Possessions

Pour son troisième film, Éric Guirado s'inspire de l'affaire Flactif pour explorer, à travers une mise en scène passant sans cesse du chaud au froid et un quatuor d'acteurs excellents, le fossé grandissant entre les possédants et les dépossédés. Christophe Chabert


L'affaire Flactif (ou affaire du Grand Bornand) avait marqué la France : un couple de prolos du nord avait assassiné puis tenté de faire disparaître les corps d'une famille, dont les époux étaient aussi leurs propriétaires. Qu'on le prenne par tous les bouts, le fait-divers disait avec une grande brutalité l'écart béant qui se creusait entre ceux qui ont tout (réussite, argent, maison) et ceux qui doivent leur donner le peu qu'ils ont.
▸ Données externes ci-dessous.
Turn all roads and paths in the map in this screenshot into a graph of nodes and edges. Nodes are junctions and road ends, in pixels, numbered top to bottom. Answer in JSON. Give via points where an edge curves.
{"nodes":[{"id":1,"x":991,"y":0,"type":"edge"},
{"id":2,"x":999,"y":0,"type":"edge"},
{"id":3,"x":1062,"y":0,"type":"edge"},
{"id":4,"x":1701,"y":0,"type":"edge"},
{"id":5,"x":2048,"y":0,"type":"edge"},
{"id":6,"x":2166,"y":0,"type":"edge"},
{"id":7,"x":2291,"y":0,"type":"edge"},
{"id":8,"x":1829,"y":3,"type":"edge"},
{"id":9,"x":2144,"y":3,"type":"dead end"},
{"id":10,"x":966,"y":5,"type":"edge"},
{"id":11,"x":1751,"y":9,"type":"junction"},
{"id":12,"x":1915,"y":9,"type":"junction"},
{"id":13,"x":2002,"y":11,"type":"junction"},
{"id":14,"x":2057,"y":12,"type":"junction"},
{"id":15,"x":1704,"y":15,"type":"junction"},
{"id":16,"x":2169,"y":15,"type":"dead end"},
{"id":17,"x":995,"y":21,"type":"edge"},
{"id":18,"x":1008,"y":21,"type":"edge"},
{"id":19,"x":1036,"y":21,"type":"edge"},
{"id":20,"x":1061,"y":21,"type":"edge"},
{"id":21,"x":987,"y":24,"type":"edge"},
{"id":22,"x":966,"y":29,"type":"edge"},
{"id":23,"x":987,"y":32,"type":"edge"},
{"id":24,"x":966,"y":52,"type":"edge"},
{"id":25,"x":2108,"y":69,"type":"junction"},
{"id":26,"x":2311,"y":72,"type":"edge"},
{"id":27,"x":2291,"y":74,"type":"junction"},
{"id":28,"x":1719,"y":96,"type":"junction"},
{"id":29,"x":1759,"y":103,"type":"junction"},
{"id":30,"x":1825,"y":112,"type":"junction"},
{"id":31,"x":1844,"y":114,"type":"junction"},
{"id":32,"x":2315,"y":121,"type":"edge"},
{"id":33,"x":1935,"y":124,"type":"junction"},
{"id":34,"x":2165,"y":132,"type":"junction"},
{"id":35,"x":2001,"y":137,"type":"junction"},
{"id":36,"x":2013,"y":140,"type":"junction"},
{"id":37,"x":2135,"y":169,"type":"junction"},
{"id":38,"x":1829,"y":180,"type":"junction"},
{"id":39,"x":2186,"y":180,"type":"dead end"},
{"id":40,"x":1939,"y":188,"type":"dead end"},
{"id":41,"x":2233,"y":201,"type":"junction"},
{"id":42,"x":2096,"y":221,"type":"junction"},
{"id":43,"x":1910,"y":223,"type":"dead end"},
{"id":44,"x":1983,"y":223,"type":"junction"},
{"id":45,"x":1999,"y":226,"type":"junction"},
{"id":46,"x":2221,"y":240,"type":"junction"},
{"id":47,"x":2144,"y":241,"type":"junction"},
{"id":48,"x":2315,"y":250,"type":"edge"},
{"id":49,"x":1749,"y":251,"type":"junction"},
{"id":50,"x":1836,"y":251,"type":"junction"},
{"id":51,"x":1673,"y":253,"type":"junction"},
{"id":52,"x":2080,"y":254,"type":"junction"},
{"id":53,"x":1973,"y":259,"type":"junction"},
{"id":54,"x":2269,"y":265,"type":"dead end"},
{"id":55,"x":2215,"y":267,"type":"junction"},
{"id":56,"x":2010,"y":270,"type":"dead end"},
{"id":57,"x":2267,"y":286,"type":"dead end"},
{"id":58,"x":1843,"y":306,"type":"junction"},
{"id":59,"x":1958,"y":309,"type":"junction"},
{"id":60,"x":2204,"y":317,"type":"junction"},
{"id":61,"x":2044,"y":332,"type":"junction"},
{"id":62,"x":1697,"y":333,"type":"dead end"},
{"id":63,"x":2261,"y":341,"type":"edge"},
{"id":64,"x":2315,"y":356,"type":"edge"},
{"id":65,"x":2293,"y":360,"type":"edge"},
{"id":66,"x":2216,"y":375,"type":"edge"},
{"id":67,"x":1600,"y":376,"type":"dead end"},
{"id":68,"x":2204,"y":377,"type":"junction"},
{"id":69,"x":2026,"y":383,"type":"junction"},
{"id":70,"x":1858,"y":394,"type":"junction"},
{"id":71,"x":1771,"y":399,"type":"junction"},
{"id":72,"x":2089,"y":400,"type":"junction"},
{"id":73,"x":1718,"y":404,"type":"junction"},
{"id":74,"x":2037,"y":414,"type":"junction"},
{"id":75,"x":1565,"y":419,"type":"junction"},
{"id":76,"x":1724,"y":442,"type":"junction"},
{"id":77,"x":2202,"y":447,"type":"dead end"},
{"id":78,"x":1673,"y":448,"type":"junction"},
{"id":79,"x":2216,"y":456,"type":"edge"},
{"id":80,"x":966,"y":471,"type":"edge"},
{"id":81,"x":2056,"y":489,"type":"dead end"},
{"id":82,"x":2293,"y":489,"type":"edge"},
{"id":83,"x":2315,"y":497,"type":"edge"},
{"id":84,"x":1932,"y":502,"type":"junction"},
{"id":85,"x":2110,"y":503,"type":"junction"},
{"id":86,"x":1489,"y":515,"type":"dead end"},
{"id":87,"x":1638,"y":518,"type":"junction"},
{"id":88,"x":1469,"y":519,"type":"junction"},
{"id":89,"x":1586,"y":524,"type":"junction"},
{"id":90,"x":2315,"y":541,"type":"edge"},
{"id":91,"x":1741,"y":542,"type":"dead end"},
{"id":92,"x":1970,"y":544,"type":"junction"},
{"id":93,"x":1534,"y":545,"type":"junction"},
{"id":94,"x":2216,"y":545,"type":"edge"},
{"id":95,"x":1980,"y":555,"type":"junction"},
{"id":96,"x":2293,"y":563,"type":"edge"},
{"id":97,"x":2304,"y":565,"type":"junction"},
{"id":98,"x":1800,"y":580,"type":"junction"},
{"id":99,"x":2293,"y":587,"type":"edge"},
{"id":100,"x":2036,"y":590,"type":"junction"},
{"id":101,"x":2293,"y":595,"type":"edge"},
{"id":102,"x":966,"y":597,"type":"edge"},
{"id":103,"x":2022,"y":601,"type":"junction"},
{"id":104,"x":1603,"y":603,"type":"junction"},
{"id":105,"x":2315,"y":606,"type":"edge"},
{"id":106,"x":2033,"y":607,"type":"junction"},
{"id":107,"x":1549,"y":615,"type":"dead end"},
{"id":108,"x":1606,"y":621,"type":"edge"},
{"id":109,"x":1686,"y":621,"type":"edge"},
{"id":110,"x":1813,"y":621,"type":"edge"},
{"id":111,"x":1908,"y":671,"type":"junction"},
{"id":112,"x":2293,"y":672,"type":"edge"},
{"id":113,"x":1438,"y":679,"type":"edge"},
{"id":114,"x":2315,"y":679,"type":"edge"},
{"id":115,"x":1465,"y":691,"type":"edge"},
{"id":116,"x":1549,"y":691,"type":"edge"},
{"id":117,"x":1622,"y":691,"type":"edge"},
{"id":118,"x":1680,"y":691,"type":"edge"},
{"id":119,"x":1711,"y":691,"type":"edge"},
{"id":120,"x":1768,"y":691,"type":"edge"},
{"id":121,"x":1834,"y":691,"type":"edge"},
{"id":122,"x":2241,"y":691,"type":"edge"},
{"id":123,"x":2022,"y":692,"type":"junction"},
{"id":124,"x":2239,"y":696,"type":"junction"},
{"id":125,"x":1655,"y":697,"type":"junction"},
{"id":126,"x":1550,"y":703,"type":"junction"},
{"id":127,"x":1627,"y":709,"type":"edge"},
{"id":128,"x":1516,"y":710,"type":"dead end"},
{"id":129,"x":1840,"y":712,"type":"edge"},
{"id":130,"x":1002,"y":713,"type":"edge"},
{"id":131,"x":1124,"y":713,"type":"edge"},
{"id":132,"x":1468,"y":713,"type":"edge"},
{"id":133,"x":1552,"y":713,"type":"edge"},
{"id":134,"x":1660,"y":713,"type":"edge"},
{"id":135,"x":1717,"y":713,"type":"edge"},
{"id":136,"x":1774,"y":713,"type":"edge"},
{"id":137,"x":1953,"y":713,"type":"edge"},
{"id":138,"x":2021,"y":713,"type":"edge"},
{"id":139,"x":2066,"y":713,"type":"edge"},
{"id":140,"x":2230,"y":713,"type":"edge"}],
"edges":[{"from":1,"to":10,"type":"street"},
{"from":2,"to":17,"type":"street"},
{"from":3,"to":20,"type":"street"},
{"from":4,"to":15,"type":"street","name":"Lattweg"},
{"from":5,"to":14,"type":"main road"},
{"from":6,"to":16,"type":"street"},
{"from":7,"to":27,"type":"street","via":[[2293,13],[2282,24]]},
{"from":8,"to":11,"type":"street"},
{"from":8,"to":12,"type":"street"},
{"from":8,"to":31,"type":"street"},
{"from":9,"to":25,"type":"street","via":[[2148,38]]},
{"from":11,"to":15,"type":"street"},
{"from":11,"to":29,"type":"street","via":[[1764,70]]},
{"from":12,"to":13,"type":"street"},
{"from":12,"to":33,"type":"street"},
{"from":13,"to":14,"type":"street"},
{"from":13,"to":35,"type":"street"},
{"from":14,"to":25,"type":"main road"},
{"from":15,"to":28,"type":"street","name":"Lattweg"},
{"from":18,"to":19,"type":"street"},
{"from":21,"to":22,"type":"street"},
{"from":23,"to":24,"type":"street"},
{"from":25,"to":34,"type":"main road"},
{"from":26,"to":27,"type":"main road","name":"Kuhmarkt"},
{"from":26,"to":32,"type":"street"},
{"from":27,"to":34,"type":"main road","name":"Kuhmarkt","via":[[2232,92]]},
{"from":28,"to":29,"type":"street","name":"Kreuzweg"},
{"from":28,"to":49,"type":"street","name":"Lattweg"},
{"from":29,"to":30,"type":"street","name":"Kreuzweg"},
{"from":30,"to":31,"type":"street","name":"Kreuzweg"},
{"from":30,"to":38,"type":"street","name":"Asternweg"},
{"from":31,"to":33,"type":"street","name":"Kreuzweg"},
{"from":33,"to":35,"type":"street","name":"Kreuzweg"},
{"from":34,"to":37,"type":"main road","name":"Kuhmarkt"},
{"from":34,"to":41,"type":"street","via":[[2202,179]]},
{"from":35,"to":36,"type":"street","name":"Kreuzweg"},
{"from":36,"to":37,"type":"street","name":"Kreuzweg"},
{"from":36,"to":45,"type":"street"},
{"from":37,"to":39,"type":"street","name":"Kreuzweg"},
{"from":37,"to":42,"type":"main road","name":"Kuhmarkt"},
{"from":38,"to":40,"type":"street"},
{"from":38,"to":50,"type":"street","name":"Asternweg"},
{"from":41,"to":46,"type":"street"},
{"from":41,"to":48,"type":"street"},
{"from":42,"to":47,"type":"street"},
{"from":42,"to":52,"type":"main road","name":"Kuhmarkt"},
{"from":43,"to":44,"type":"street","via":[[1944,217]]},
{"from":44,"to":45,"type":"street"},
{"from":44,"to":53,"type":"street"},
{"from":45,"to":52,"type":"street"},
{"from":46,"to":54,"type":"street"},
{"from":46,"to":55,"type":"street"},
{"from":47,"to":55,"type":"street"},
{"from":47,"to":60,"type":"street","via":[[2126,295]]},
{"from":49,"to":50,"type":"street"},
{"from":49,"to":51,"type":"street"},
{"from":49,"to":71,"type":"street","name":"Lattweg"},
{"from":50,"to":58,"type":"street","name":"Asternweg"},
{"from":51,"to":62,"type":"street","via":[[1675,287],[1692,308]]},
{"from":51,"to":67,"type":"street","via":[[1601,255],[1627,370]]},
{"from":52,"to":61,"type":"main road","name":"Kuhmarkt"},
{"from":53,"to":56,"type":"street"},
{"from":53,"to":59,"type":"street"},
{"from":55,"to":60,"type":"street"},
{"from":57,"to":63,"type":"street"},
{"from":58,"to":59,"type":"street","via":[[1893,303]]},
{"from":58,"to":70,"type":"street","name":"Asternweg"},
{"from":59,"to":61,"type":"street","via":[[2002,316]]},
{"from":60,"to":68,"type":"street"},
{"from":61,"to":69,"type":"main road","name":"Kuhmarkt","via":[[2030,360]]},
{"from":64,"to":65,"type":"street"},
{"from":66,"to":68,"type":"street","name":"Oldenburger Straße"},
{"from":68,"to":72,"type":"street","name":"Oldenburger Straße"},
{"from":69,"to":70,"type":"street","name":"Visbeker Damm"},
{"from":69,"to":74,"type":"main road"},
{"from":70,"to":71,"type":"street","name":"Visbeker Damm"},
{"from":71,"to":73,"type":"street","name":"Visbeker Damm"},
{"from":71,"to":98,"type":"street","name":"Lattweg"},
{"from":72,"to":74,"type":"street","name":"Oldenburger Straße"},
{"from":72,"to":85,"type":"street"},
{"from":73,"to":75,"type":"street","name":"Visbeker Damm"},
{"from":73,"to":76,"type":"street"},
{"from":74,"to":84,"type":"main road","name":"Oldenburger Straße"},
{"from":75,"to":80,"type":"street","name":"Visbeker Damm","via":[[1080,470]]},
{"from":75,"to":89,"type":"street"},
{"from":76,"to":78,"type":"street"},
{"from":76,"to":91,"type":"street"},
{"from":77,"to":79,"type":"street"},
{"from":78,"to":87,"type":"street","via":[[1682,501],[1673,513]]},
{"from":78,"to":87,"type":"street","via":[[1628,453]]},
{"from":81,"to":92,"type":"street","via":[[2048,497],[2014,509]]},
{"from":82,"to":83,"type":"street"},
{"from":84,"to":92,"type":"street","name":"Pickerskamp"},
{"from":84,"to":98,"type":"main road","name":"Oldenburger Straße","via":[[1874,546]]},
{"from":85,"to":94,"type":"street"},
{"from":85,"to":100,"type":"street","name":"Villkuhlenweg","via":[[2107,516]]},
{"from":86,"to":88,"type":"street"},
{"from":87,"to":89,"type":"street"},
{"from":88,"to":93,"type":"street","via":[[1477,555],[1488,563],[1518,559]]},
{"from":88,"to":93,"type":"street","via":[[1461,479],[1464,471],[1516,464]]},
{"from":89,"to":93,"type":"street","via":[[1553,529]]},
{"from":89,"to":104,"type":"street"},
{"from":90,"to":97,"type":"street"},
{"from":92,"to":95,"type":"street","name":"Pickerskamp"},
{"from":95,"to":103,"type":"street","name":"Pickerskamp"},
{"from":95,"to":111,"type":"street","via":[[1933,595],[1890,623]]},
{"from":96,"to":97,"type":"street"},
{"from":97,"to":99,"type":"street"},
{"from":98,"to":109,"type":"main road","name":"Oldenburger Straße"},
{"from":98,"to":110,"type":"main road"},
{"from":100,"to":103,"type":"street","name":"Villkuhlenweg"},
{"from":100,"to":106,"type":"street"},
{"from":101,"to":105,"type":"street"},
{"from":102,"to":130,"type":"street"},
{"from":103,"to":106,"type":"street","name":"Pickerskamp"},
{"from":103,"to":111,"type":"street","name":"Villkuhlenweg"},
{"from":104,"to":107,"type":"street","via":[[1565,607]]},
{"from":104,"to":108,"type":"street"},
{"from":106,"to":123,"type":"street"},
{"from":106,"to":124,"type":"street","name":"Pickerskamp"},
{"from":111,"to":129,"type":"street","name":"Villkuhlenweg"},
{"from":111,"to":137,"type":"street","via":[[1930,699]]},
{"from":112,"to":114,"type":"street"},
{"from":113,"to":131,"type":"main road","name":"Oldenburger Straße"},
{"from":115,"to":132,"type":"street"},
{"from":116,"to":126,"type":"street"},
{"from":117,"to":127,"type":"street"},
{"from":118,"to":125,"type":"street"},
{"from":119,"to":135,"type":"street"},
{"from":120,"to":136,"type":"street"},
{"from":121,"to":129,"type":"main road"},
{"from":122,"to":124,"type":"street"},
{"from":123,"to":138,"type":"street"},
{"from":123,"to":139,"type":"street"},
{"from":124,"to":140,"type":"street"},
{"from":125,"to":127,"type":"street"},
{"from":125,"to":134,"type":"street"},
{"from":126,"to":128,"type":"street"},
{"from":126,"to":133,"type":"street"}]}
Éric Guirado, en transposant librement cette histoire traumatisante, fait lui aussi un grand écart avec l'optimisme réconciliateur du Fils de l'épicier : Possessions est une œuvre au noir, jamais rassurante, et c'est cette obstination à plonger au fond de l'horreur qui en fait le prix.

L'or blanc vire au rouge

Le couple formé par Jérémie Rénier (gras et lourd : parfait !) et Julie Depardieu (inquiétante de ressentiment contenu) a tout du cliché : lui adepte du tuning, elle braquée sur des images de bonheur superficiel, comme échappés des comédies beauf dont le cinéma français nous abreuve à longueur d'années. Guirado a la bonne idée de leur opposer, dans le rôle du couple de nantis, deux acteurs qui justement ont un passif dans ce type de productions : Alexandra Lamy et Lucien Jean-Baptiste. Il touche ainsi du doigt un prototype social peu montré à l'écran : le parvenu de l'or blanc, celui qui a réussi à surfer sur le tourisme pour s'enrichir, un peu magouilleur mais pas méprisant, un investisseur jouisseur plutôt qu'un spéculateur froid. Le malentendu part de là : les différences entre les deux couples ne sont pas si tranchées que cela, et c'est bien le matérialisme dans lequel ils évoluent qui creuse le fossé. C'est la mise en scène qui le souligne, comme dans cette scène où le son et le montage tentent de saisir l'odeur délicate d'un parfum de luxe déclenchant la pulsion de convoitise. Si le film n'atteint pas toujours ce genre de hauteurs, il démontre une rigueur remarquable pour mettre en place l'engrenage qui conduit au drame. Surtout, dans le dernier acte, Guirado refuse le contrechamp façon Tavernier sur le retour de l'ordre. Il préfère se concentrer sur l'isolement moral de son protagoniste, laissant le spectateur sur un ultime coup de froid dans le dos, entre appel au secours et appel au sursaut.